── GIVEN DATA ──
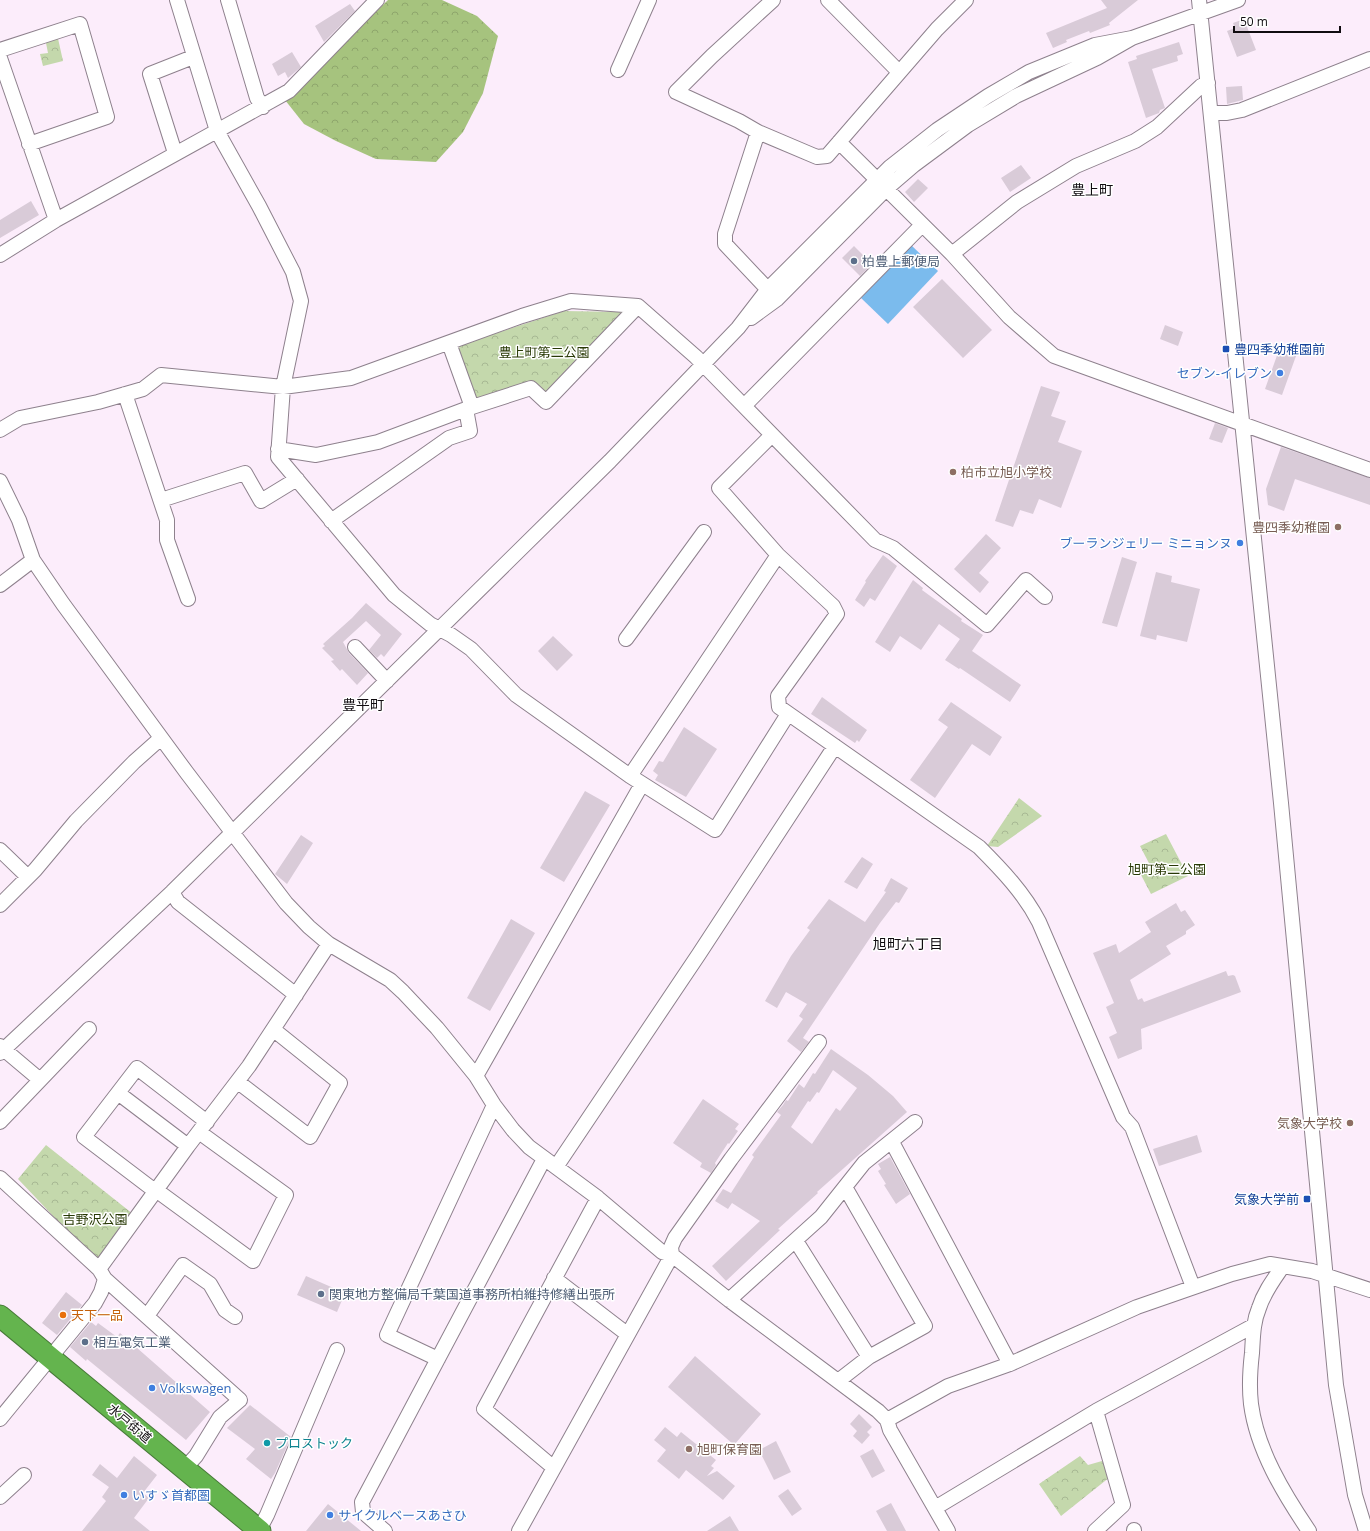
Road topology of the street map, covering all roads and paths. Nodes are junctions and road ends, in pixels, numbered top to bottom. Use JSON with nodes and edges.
{"nodes":[{"id":1,"x":177,"y":0,"type":"edge"},
{"id":2,"x":228,"y":0,"type":"edge"},
{"id":3,"x":378,"y":0,"type":"edge"},
{"id":4,"x":649,"y":0,"type":"edge"},
{"id":5,"x":774,"y":0,"type":"edge"},
{"id":6,"x":828,"y":0,"type":"edge"},
{"id":7,"x":966,"y":0,"type":"edge"},
{"id":8,"x":1238,"y":0,"type":"edge"},
{"id":9,"x":1200,"y":7,"type":"edge"},
{"id":10,"x":0,"y":50,"type":"edge"},
{"id":11,"x":193,"y":57,"type":"junction"},
{"id":12,"x":0,"y":58,"type":"edge"},
{"id":13,"x":1370,"y":59,"type":"edge"},
{"id":14,"x":618,"y":70,"type":"dead end"},
{"id":15,"x":899,"y":72,"type":"junction"},
{"id":16,"x":1208,"y":83,"type":"junction"},
{"id":17,"x":263,"y":107,"type":"junction"},
{"id":18,"x":1211,"y":113,"type":"junction"},
{"id":19,"x":217,"y":131,"type":"junction"},
{"id":20,"x":758,"y":132,"type":"junction"},
{"id":21,"x":839,"y":142,"type":"junction"},
{"id":22,"x":29,"y":144,"type":"junction"},
{"id":23,"x":175,"y":153,"type":"junction"},
{"id":24,"x":882,"y":185,"type":"junction"},
{"id":25,"x":56,"y":220,"type":"junction"},
{"id":26,"x":922,"y":225,"type":"junction"},
{"id":27,"x":952,"y":254,"type":"junction"},
{"id":28,"x":0,"y":255,"type":"edge"},
{"id":29,"x":772,"y":294,"type":"junction"},
{"id":30,"x":638,"y":306,"type":"junction"},
{"id":31,"x":449,"y":343,"type":"junction"},
{"id":32,"x":704,"y":365,"type":"junction"},
{"id":33,"x":283,"y":387,"type":"junction"},
{"id":34,"x":125,"y":394,"type":"junction"},
{"id":35,"x":744,"y":406,"type":"junction"},
{"id":36,"x":469,"y":408,"type":"junction"},
{"id":37,"x":1242,"y":425,"type":"junction"},
{"id":38,"x":0,"y":430,"type":"edge"},
{"id":39,"x":772,"y":435,"type":"junction"},
{"id":40,"x":278,"y":448,"type":"junction"},
{"id":41,"x":1370,"y":470,"type":"edge"},
{"id":42,"x":297,"y":479,"type":"junction"},
{"id":43,"x":0,"y":481,"type":"edge"},
{"id":44,"x":161,"y":500,"type":"junction"},
{"id":45,"x":331,"y":521,"type":"junction"},
{"id":46,"x":704,"y":532,"type":"dead end"},
{"id":47,"x":778,"y":555,"type":"junction"},
{"id":48,"x":33,"y":560,"type":"junction"},
{"id":49,"x":0,"y":585,"type":"edge"},
{"id":50,"x":1045,"y":597,"type":"dead end"},
{"id":51,"x":188,"y":599,"type":"dead end"},
{"id":52,"x":439,"y":629,"type":"junction"},
{"id":53,"x":626,"y":639,"type":"dead end"},
{"id":54,"x":355,"y":647,"type":"dead end"},
{"id":55,"x":387,"y":682,"type":"junction"},
{"id":56,"x":788,"y":714,"type":"junction"},
{"id":57,"x":161,"y":738,"type":"junction"},
{"id":58,"x":835,"y":746,"type":"junction"},
{"id":59,"x":630,"y":776,"type":"junction"},
{"id":60,"x":642,"y":784,"type":"junction"},
{"id":61,"x":233,"y":832,"type":"junction"},
{"id":62,"x":0,"y":850,"type":"edge"},
{"id":63,"x":28,"y":877,"type":"junction"},
{"id":64,"x":172,"y":892,"type":"junction"},
{"id":65,"x":0,"y":905,"type":"edge"},
{"id":66,"x":329,"y":944,"type":"junction"},
{"id":67,"x":296,"y":995,"type":"junction"},
{"id":68,"x":89,"y":1029,"type":"dead end"},
{"id":69,"x":274,"y":1030,"type":"junction"},
{"id":70,"x":819,"y":1042,"type":"dead end"},
{"id":71,"x":1,"y":1049,"type":"edge"},
{"id":72,"x":476,"y":1076,"type":"junction"},
{"id":73,"x":39,"y":1080,"type":"junction"},
{"id":74,"x":238,"y":1082,"type":"junction"},
{"id":75,"x":118,"y":1093,"type":"junction"},
{"id":76,"x":494,"y":1105,"type":"junction"},
{"id":77,"x":0,"y":1122,"type":"edge"},
{"id":78,"x":915,"y":1122,"type":"dead end"},
{"id":79,"x":203,"y":1127,"type":"junction"},
{"id":80,"x":892,"y":1142,"type":"junction"},
{"id":81,"x":188,"y":1146,"type":"junction"},
{"id":82,"x":544,"y":1159,"type":"junction"},
{"id":83,"x":556,"y":1167,"type":"junction"},
{"id":84,"x":0,"y":1178,"type":"edge"},
{"id":85,"x":845,"y":1187,"type":"junction"},
{"id":86,"x":155,"y":1190,"type":"junction"},
{"id":87,"x":598,"y":1198,"type":"junction"},
{"id":88,"x":796,"y":1241,"type":"junction"},
{"id":89,"x":672,"y":1255,"type":"junction"},
{"id":90,"x":1283,"y":1266,"type":"junction"},
{"id":91,"x":102,"y":1274,"type":"junction"},
{"id":92,"x":1326,"y":1276,"type":"junction"},
{"id":93,"x":554,"y":1278,"type":"junction"},
{"id":94,"x":1192,"y":1287,"type":"junction"},
{"id":95,"x":1370,"y":1290,"type":"edge"},
{"id":96,"x":729,"y":1300,"type":"junction"},
{"id":97,"x":0,"y":1316,"type":"edge"},
{"id":98,"x":147,"y":1316,"type":"junction"},
{"id":99,"x":235,"y":1317,"type":"dead end"},
{"id":100,"x":1254,"y":1326,"type":"junction"},
{"id":101,"x":627,"y":1334,"type":"junction"},
{"id":102,"x":337,"y":1350,"type":"dead end"},
{"id":103,"x":869,"y":1357,"type":"junction"},
{"id":104,"x":52,"y":1358,"type":"junction"},
{"id":105,"x":438,"y":1360,"type":"junction"},
{"id":106,"x":1010,"y":1364,"type":"junction"},
{"id":107,"x":838,"y":1380,"type":"junction"},
{"id":108,"x":1096,"y":1411,"type":"junction"},
{"id":109,"x":0,"y":1419,"type":"edge"},
{"id":110,"x":887,"y":1420,"type":"junction"},
{"id":111,"x":186,"y":1468,"type":"junction"},
{"id":112,"x":554,"y":1468,"type":"junction"},
{"id":113,"x":24,"y":1475,"type":"dead end"},
{"id":114,"x":0,"y":1498,"type":"edge"},
{"id":115,"x":935,"y":1508,"type":"junction"},
{"id":116,"x":1362,"y":1528,"type":"edge"},
{"id":117,"x":259,"y":1530,"type":"edge"},
{"id":118,"x":385,"y":1531,"type":"edge"},
{"id":119,"x":520,"y":1531,"type":"edge"},
{"id":120,"x":948,"y":1531,"type":"edge"},
{"id":121,"x":1095,"y":1531,"type":"edge"},
{"id":122,"x":1310,"y":1531,"type":"edge"}],
"edges":[{"from":1,"to":11,"type":"street"},
{"from":2,"to":17,"type":"street"},
{"from":3,"to":17,"type":"street"},
{"from":4,"to":14,"type":"street"},
{"from":5,"to":20,"type":"street"},
{"from":6,"to":15,"type":"street"},
{"from":7,"to":15,"type":"street"},
{"from":8,"to":9,"type":"street"},
{"from":9,"to":16,"type":"street"},
{"from":9,"to":24,"type":"street"},
{"from":10,"to":22,"type":"street"},
{"from":11,"to":19,"type":"street"},
{"from":11,"to":23,"type":"street"},
{"from":12,"to":22,"type":"street"},
{"from":13,"to":18,"type":"street"},
{"from":15,"to":21,"type":"street"},
{"from":16,"to":18,"type":"street"},
{"from":16,"to":27,"type":"street"},
{"from":17,"to":19,"type":"street"},
{"from":18,"to":37,"type":"street"},
{"from":19,"to":23,"type":"street"},
{"from":19,"to":33,"type":"street"},
{"from":20,"to":21,"type":"street"},
{"from":20,"to":29,"type":"street"},
{"from":21,"to":24,"type":"street"},
{"from":22,"to":25,"type":"street"},
{"from":23,"to":25,"type":"street"},
{"from":24,"to":26,"type":"street"},
{"from":24,"to":29,"type":"street"},
{"from":25,"to":28,"type":"street"},
{"from":26,"to":27,"type":"street"},
{"from":26,"to":35,"type":"street"},
{"from":27,"to":37,"type":"street"},
{"from":29,"to":32,"type":"street"},
{"from":30,"to":31,"type":"street"},
{"from":30,"to":32,"type":"street"},
{"from":30,"to":36,"type":"street"},
{"from":31,"to":33,"type":"street"},
{"from":31,"to":36,"type":"street"},
{"from":32,"to":35,"type":"street"},
{"from":32,"to":52,"type":"street"},
{"from":33,"to":34,"type":"street"},
{"from":33,"to":40,"type":"street"},
{"from":34,"to":38,"type":"street"},
{"from":34,"to":44,"type":"street"},
{"from":35,"to":39,"type":"street"},
{"from":36,"to":40,"type":"street"},
{"from":36,"to":45,"type":"street"},
{"from":37,"to":41,"type":"street"},
{"from":37,"to":92,"type":"street"},
{"from":39,"to":47,"type":"street"},
{"from":39,"to":50,"type":"street"},
{"from":40,"to":42,"type":"street"},
{"from":42,"to":44,"type":"street"},
{"from":42,"to":45,"type":"street"},
{"from":43,"to":48,"type":"street"},
{"from":44,"to":51,"type":"street"},
{"from":45,"to":52,"type":"street"},
{"from":46,"to":53,"type":"street"},
{"from":47,"to":56,"type":"street"},
{"from":47,"to":59,"type":"street"},
{"from":48,"to":49,"type":"street"},
{"from":48,"to":57,"type":"street"},
{"from":52,"to":55,"type":"street"},
{"from":52,"to":59,"type":"street"},
{"from":54,"to":55,"type":"street"},
{"from":55,"to":61,"type":"street"},
{"from":56,"to":58,"type":"street"},
{"from":56,"to":60,"type":"street"},
{"from":57,"to":61,"type":"street"},
{"from":57,"to":63,"type":"street"},
{"from":58,"to":83,"type":"street"},
{"from":58,"to":94,"type":"street"},
{"from":59,"to":60,"type":"street"},
{"from":60,"to":72,"type":"street"},
{"from":61,"to":64,"type":"street"},
{"from":61,"to":66,"type":"street"},
{"from":62,"to":63,"type":"street"},
{"from":63,"to":65,"type":"street"},
{"from":64,"to":67,"type":"street"},
{"from":64,"to":71,"type":"street"},
{"from":66,"to":67,"type":"street"},
{"from":66,"to":72,"type":"street"},
{"from":67,"to":69,"type":"street"},
{"from":68,"to":73,"type":"street"},
{"from":69,"to":74,"type":"street"},
{"from":69,"to":74,"type":"street"},
{"from":70,"to":89,"type":"street"},
{"from":71,"to":73,"type":"street"},
{"from":72,"to":76,"type":"street"},
{"from":73,"to":77,"type":"street"},
{"from":74,"to":79,"type":"street"},
{"from":75,"to":79,"type":"street"},
{"from":75,"to":81,"type":"street"},
{"from":75,"to":86,"type":"street"},
{"from":76,"to":82,"type":"street"},
{"from":76,"to":105,"type":"street"},
{"from":78,"to":80,"type":"street"},
{"from":79,"to":81,"type":"street"},
{"from":79,"to":86,"type":"street"},
{"from":80,"to":85,"type":"street"},
{"from":80,"to":106,"type":"street"},
{"from":81,"to":86,"type":"street"},
{"from":82,"to":83,"type":"street"},
{"from":82,"to":105,"type":"street"},
{"from":83,"to":87,"type":"street"},
{"from":84,"to":91,"type":"street"},
{"from":85,"to":88,"type":"street"},
{"from":85,"to":103,"type":"street"},
{"from":86,"to":91,"type":"street"},
{"from":87,"to":89,"type":"street"},
{"from":87,"to":93,"type":"street"},
{"from":88,"to":96,"type":"street"},
{"from":88,"to":103,"type":"street"},
{"from":89,"to":96,"type":"street"},
{"from":89,"to":101,"type":"street"},
{"from":90,"to":92,"type":"street"},
{"from":90,"to":94,"type":"street"},
{"from":90,"to":100,"type":"street"},
{"from":91,"to":98,"type":"street"},
{"from":91,"to":104,"type":"street"},
{"from":92,"to":95,"type":"street"},
{"from":92,"to":116,"type":"street"},
{"from":93,"to":101,"type":"street"},
{"from":93,"to":112,"type":"street"},
{"from":94,"to":106,"type":"street"},
{"from":96,"to":107,"type":"street"},
{"from":97,"to":104,"type":"highway","name":"水戸街道"},
{"from":98,"to":99,"type":"street"},
{"from":98,"to":111,"type":"street"},
{"from":100,"to":108,"type":"street"},
{"from":100,"to":122,"type":"street"},
{"from":101,"to":112,"type":"street"},
{"from":102,"to":117,"type":"street"},
{"from":103,"to":107,"type":"street"},
{"from":104,"to":109,"type":"street"},
{"from":104,"to":111,"type":"highway","name":"水戸街道"},
{"from":105,"to":118,"type":"street"},
{"from":106,"to":110,"type":"street"},
{"from":107,"to":110,"type":"street"},
{"from":108,"to":115,"type":"street"},
{"from":108,"to":121,"type":"street"},
{"from":110,"to":115,"type":"street"},
{"from":111,"to":117,"type":"highway","name":"水戸街道"},
{"from":112,"to":119,"type":"street"},
{"from":113,"to":114,"type":"street"},
{"from":115,"to":120,"type":"street"}]}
───
**REQUIRED ACTION:** The expected answer is each line of the records above that includes the string "水戸街道".

**EXERCISE SOLUTION:**
{"from":97,"to":104,"type":"highway","name":"水戸街道"},
{"from":104,"to":111,"type":"highway","name":"水戸街道"},
{"from":111,"to":117,"type":"highway","name":"水戸街道"},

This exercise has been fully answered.